> **WHAT TO DO**: Return, from the listing below, every line that includes "Arboleda".

> **GIVEN RECORDS**:
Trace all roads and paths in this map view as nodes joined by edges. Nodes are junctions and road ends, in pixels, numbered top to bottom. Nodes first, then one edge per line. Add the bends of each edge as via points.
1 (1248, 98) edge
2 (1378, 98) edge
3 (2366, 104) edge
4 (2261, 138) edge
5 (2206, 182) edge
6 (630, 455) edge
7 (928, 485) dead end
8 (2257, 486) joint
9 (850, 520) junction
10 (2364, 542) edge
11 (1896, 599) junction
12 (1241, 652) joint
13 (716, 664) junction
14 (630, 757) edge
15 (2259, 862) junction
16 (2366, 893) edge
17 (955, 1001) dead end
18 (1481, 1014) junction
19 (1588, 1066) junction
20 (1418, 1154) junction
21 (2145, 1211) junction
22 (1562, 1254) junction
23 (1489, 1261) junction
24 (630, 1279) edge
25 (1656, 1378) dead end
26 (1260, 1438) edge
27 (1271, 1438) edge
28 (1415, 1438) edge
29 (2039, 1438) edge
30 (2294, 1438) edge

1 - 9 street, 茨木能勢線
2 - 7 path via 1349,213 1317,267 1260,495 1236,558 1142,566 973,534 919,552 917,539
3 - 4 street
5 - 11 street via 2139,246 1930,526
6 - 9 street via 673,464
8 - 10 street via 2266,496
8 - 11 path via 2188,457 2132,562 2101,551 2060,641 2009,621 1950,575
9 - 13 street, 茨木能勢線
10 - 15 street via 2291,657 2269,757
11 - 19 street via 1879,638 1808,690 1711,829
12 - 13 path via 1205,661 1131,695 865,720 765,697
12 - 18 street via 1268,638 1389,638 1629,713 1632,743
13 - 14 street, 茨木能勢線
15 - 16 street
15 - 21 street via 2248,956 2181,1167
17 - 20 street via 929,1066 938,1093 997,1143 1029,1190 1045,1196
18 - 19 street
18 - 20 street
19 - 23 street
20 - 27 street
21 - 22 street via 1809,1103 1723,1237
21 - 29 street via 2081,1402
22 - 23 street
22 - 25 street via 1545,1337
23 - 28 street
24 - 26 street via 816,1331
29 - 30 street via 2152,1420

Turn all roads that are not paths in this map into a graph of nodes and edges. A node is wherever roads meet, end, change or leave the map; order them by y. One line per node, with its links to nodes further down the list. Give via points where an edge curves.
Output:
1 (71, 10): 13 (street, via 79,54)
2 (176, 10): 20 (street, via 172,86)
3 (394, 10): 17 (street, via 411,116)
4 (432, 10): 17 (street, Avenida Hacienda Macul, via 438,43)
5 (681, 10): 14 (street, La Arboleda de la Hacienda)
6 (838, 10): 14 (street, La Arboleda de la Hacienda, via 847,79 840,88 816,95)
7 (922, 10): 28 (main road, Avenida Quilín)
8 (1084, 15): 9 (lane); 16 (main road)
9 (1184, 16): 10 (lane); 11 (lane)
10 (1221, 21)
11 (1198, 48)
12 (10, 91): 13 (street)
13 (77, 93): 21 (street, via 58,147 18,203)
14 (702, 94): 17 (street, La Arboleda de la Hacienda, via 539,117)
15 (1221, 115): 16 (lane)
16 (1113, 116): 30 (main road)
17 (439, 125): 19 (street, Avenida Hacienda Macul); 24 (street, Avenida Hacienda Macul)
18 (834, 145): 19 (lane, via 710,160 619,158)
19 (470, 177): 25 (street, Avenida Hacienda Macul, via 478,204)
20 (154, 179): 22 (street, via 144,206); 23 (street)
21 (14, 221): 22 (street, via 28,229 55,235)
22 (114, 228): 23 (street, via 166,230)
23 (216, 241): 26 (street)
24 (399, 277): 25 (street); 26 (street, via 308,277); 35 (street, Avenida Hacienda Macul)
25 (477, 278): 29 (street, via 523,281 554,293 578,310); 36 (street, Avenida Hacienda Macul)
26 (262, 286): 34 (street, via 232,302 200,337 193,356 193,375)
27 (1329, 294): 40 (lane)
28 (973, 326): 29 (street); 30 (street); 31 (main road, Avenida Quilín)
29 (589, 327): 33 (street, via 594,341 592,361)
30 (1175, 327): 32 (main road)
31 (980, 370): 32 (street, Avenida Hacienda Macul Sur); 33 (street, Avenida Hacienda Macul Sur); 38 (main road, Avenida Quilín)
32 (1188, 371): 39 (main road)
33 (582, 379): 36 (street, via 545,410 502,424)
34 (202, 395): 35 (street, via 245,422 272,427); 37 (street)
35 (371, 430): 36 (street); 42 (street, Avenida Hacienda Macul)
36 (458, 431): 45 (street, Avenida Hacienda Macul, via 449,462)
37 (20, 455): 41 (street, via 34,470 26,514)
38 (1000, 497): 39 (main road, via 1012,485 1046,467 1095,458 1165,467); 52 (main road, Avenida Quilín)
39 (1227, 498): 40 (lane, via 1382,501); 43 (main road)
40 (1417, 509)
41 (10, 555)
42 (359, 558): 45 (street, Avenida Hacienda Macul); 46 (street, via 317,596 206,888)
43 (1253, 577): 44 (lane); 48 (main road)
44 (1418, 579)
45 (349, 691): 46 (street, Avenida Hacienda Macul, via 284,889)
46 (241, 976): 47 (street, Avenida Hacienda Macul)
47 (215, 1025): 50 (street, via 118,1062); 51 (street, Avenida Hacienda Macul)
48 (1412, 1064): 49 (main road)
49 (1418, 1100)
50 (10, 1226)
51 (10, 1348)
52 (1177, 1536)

> **EXERCISE ANSWER**:
5 (681, 10): 14 (street, La Arboleda de la Hacienda)
6 (838, 10): 14 (street, La Arboleda de la Hacienda, via 847,79 840,88 816,95)
14 (702, 94): 17 (street, La Arboleda de la Hacienda, via 539,117)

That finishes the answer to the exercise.